_What you need to do_
Print the records exactly. Miss nothing.
** Supplied entries follows **
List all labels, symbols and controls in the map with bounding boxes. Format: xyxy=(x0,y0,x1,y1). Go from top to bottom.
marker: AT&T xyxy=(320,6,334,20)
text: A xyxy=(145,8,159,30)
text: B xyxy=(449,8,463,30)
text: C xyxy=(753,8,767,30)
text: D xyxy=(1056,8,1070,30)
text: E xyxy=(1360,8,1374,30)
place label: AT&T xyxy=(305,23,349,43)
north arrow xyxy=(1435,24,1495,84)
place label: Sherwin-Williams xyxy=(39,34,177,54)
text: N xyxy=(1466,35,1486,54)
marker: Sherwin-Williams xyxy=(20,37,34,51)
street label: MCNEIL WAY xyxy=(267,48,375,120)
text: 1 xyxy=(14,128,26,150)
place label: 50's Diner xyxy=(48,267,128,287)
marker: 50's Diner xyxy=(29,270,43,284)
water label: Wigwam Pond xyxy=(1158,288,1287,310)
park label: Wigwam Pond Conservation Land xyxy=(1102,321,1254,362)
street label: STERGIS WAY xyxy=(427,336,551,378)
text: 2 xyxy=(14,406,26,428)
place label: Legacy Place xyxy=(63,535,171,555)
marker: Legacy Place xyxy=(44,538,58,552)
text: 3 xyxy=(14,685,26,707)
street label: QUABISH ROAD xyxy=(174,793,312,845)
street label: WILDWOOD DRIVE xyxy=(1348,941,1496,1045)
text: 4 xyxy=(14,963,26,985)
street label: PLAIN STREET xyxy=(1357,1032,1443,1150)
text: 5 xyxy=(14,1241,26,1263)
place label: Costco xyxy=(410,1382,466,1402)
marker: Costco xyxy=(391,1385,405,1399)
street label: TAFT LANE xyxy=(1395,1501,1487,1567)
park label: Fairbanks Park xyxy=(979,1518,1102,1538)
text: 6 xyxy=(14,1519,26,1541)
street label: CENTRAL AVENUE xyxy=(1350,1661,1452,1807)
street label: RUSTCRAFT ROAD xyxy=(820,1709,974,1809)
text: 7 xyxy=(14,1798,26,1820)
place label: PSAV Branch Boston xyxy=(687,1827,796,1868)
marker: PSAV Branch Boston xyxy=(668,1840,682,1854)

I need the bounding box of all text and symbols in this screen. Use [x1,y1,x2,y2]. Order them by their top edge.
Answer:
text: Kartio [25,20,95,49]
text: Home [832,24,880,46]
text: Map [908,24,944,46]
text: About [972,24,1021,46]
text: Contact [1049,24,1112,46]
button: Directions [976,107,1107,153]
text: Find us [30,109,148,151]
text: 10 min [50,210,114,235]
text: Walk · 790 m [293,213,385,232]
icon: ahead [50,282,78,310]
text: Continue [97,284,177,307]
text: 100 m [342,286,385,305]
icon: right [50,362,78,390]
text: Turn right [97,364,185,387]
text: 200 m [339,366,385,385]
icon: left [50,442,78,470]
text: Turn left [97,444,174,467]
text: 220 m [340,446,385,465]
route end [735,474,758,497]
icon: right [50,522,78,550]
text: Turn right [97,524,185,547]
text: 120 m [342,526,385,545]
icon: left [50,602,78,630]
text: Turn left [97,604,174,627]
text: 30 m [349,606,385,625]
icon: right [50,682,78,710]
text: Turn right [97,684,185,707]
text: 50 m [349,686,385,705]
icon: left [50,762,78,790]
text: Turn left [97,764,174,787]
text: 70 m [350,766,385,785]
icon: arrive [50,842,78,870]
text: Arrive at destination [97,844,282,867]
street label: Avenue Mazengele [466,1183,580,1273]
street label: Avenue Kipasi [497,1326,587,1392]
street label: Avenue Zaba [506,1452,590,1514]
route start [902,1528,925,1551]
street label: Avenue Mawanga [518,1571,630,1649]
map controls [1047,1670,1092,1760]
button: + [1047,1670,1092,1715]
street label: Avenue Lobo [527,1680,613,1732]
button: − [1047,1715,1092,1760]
** End of Supplied entries **
_Reply_
List all labels, symbols and controls in the map with bounding boxes. Format: xyxy=(x0,y0,x1,y1). Go from top to bottom.
marker: AT&T xyxy=(320,6,334,20)
text: A xyxy=(145,8,159,30)
text: B xyxy=(449,8,463,30)
text: C xyxy=(753,8,767,30)
text: D xyxy=(1056,8,1070,30)
text: E xyxy=(1360,8,1374,30)
place label: AT&T xyxy=(305,23,349,43)
north arrow xyxy=(1435,24,1495,84)
place label: Sherwin-Williams xyxy=(39,34,177,54)
text: N xyxy=(1466,35,1486,54)
marker: Sherwin-Williams xyxy=(20,37,34,51)
street label: MCNEIL WAY xyxy=(267,48,375,120)
text: 1 xyxy=(14,128,26,150)
place label: 50's Diner xyxy=(48,267,128,287)
marker: 50's Diner xyxy=(29,270,43,284)
water label: Wigwam Pond xyxy=(1158,288,1287,310)
park label: Wigwam Pond Conservation Land xyxy=(1102,321,1254,362)
street label: STERGIS WAY xyxy=(427,336,551,378)
text: 2 xyxy=(14,406,26,428)
place label: Legacy Place xyxy=(63,535,171,555)
marker: Legacy Place xyxy=(44,538,58,552)
text: 3 xyxy=(14,685,26,707)
street label: QUABISH ROAD xyxy=(174,793,312,845)
street label: WILDWOOD DRIVE xyxy=(1348,941,1496,1045)
text: 4 xyxy=(14,963,26,985)
street label: PLAIN STREET xyxy=(1357,1032,1443,1150)
text: 5 xyxy=(14,1241,26,1263)
place label: Costco xyxy=(410,1382,466,1402)
marker: Costco xyxy=(391,1385,405,1399)
street label: TAFT LANE xyxy=(1395,1501,1487,1567)
park label: Fairbanks Park xyxy=(979,1518,1102,1538)
text: 6 xyxy=(14,1519,26,1541)
street label: CENTRAL AVENUE xyxy=(1350,1661,1452,1807)
street label: RUSTCRAFT ROAD xyxy=(820,1709,974,1809)
text: 7 xyxy=(14,1798,26,1820)
place label: PSAV Branch Boston xyxy=(687,1827,796,1868)
marker: PSAV Branch Boston xyxy=(668,1840,682,1854)

I need the bounding box of all text and symbols in this screen. Use [x1,y1,x2,y2]. Order them by their top edge.
Answer:
text: Kartio [25,20,95,49]
text: Home [832,24,880,46]
text: Map [908,24,944,46]
text: About [972,24,1021,46]
text: Contact [1049,24,1112,46]
button: Directions [976,107,1107,153]
text: Find us [30,109,148,151]
text: 10 min [50,210,114,235]
text: Walk · 790 m [293,213,385,232]
icon: ahead [50,282,78,310]
text: Continue [97,284,177,307]
text: 100 m [342,286,385,305]
icon: right [50,362,78,390]
text: Turn right [97,364,185,387]
text: 200 m [339,366,385,385]
icon: left [50,442,78,470]
text: Turn left [97,444,174,467]
text: 220 m [340,446,385,465]
route end [735,474,758,497]
icon: right [50,522,78,550]
text: Turn right [97,524,185,547]
text: 120 m [342,526,385,545]
icon: left [50,602,78,630]
text: Turn left [97,604,174,627]
text: 30 m [349,606,385,625]
icon: right [50,682,78,710]
text: Turn right [97,684,185,707]
text: 50 m [349,686,385,705]
icon: left [50,762,78,790]
text: Turn left [97,764,174,787]
text: 70 m [350,766,385,785]
icon: arrive [50,842,78,870]
text: Arrive at destination [97,844,282,867]
street label: Avenue Mazengele [466,1183,580,1273]
street label: Avenue Kipasi [497,1326,587,1392]
street label: Avenue Zaba [506,1452,590,1514]
route start [902,1528,925,1551]
street label: Avenue Mawanga [518,1571,630,1649]
map controls [1047,1670,1092,1760]
button: + [1047,1670,1092,1715]
street label: Avenue Lobo [527,1680,613,1732]
button: − [1047,1715,1092,1760]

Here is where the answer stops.